Ascella directed her gaze over Didimoi's shoulder and out of the window, even as her awareness of the zodio's hand cradling hers seared into her being. "None of us carries this currency." Ascella nodded as she followed Didimoi's line of logic. "One of them must've been here. Either they killed Toksotis or they know something about who did."

Didimoi's grin lit up the night. "Precisely."

That was all Ascella needed to hear. She broke away from the zodio and scurried to the secret passage in the wall that had been her entry point into this room.

"Where are you going?" Didimoi appeared beside Ascella, gaining more solidness and clarity as the version of her across the room faded.
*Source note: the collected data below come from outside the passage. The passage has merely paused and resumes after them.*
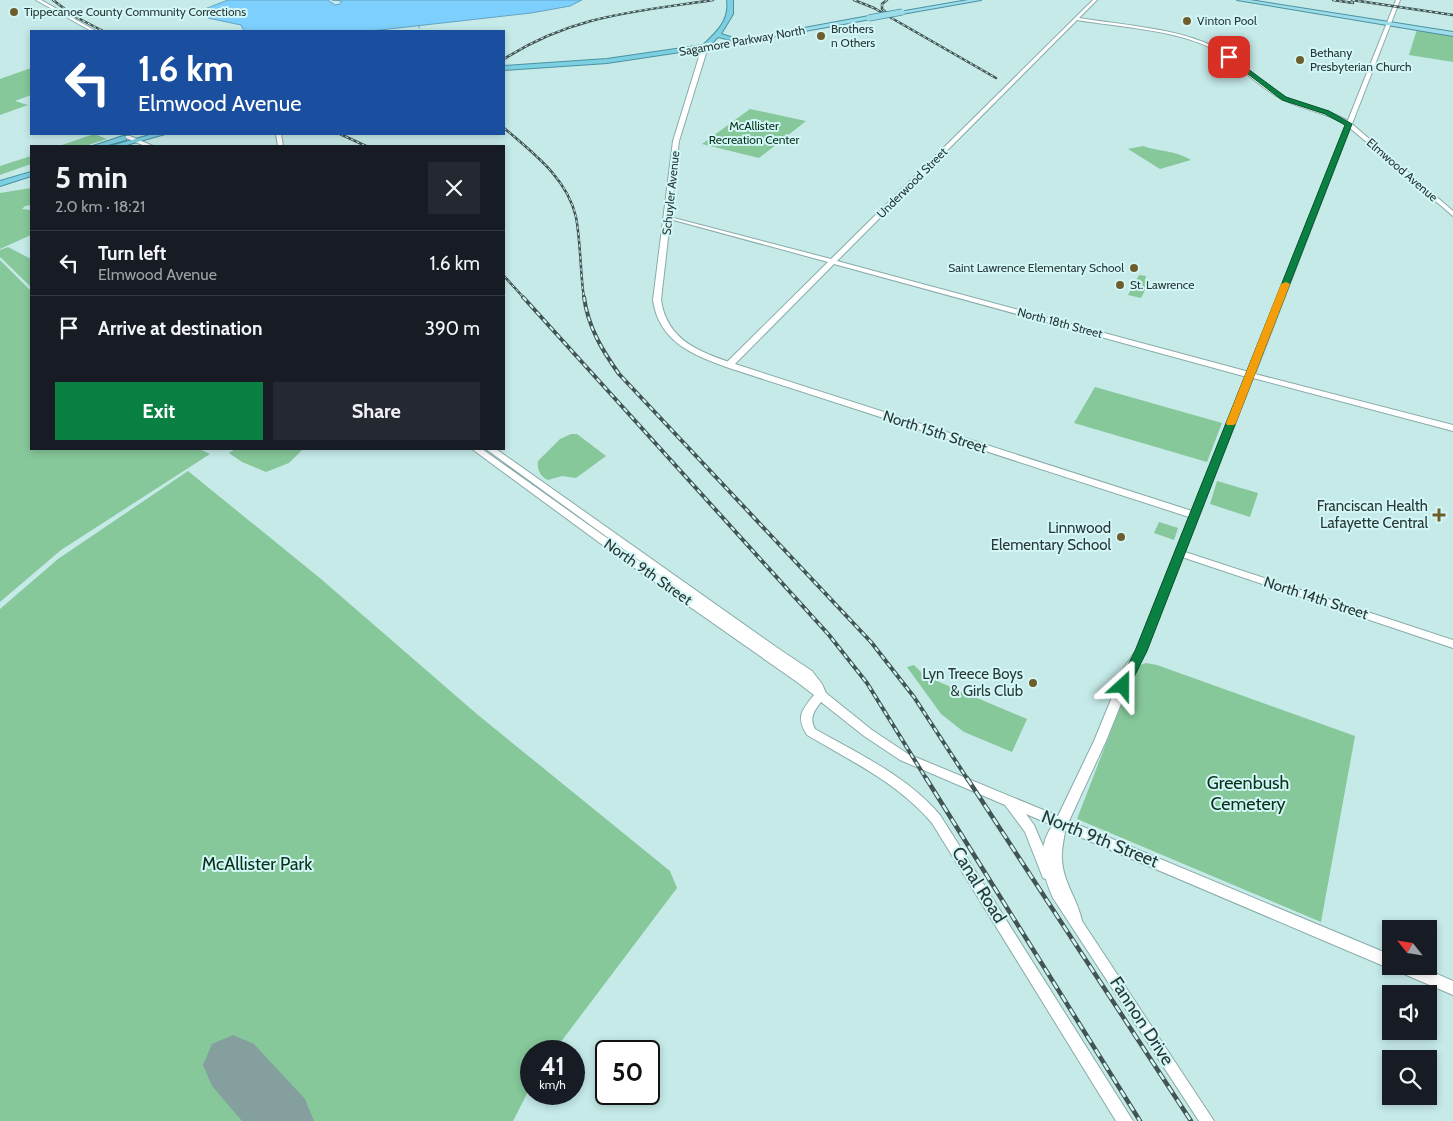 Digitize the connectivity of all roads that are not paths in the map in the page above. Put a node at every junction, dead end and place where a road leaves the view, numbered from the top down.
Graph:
1 (38, 0) edge
2 (723, 0) edge
3 (730, 0) edge
4 (942, 0) edge
5 (978, 0) edge
6 (1095, 0) edge
7 (1240, 0) edge
8 (1253, 0) edge
9 (1398, 0) edge
10 (893, 8) joint
11 (902, 12) joint
12 (861, 13) joint
13 (869, 18) joint
14 (1076, 19) junction
15 (1390, 23) junction
16 (92, 30) edge
17 (1453, 33) edge
18 (717, 35) junction
19 (731, 38) junction
20 (705, 48) junction
21 (505, 63) edge
22 (505, 68) edge
23 (1349, 124) junction
24 (152, 135) edge
25 (134, 137) edge
26 (100, 145) edge
27 (117, 145) edge
28 (148, 145) edge
29 (30, 167) edge
30 (30, 174) edge
31 (0, 178) edge
32 (0, 184) edge
33 (1453, 214) edge
34 (668, 217) junction
35 (834, 262) junction
36 (679, 341) joint
37 (729, 365) junction
38 (1250, 374) junction
39 (1453, 428) edge
40 (477, 450) edge
41 (491, 450) edge
42 (1194, 514) junction
43 (1179, 553) junction
44 (1453, 644) edge
45 (821, 694) junction
46 (1009, 802) junction
47 (1061, 824) junction
48 (1048, 874) junction
49 (1076, 921) junction
50 (1382, 958) edge
51 (1423, 975) edge
52 (1453, 988) edge
53 (1125, 1121) edge
54 (1207, 1121) edge

1 - 16 street
2 - 20 highway, Schuyler Avenue
3 - 18 highway, Schuyler Avenue
4 - 10 main road, Sagamore Parkway North
5 - 11 main road, Sagamore Parkway North
6 - 14 street, Underwood Street
7 - 15 main road
8 - 15 main road
9 - 15 main road
10 - 12 main road, Sagamore Parkway North
11 - 13 main road, Sagamore Parkway North, bridge
12 - 19 main road, Sagamore Parkway North
13 - 20 main road, Sagamore Parkway North
14 - 23 street, Elmwood Avenue
14 - 35 street, Underwood Street
15 - 17 main road
15 - 23 main road
18 - 19 highway
18 - 20 highway, Schuyler Avenue
19 - 20 main road, Sagamore Parkway North
20 - 21 highway, Sagamore Parkway North
20 - 22 highway, Sagamore Parkway North
20 - 34 main road, Schuyler Avenue
23 - 33 main road, Elmwood Avenue
23 - 38 main road
24 - 25 highway
25 - 26 highway
25 - 27 highway
25 - 28 main road
29 - 31 highway
30 - 32 highway
34 - 35 street, North 18th Street
34 - 36 main road, Schuyler Avenue
35 - 37 street, Underwood Street
35 - 38 street, North 18th Street
36 - 37 main road, North 15th Street
37 - 42 main road, North 15th Street
38 - 39 main road, North 18th Street
38 - 42 main road
40 - 45 main road, North 9th Street
41 - 45 main road, North 9th Street
42 - 43 main road
43 - 44 street, North 14th Street
43 - 47 main road
45 - 46 main road, North 9th Street
45 - 53 main road, Canal Road
46 - 47 main road, North 9th Street
46 - 48 main road
47 - 48 street, Fannon Drive
47 - 49 street, Fannon Drive
47 - 50 main road, North 9th Street
48 - 49 street, Fannon Drive
49 - 54 street, Fannon Drive
51 - 52 main road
That was why she was commonly referred to as the twins by those who knew the legends about her. The gods had blessed her with the ability to teleport in such a way that she could be in two places at once for just a moment until she materialised in her destination. Despite her nickname, she was only one person, and thank goodness for that. Two Didimois would mean double the trouble and double the heartbreak.

Ascella frowned up at her. "I'm going to the bridge."

There was no other way for the stars to reach the Chinese zodiac kingdom. What, did Didimoi expect Ascella to wait for her instruction?

She wouldn't know that Ascella was no longer the new zodiac attendant who needed guidance. She had learnt enough about this world to know how to make her way through it.

Time was of the essence. The longer they waited to start the investigation, the further Toksotis's murderer would get from them, and the longer they'd take to hunt them down if they even managed to find them.

"I know a shortcut." Without waiting for Ascella's permission, Didimoi pulled her to her by her waist, turning her breathless as she drew her close.

Before Ascella could protest, Toksotis's study fell away around them as the starry night rose to replace it.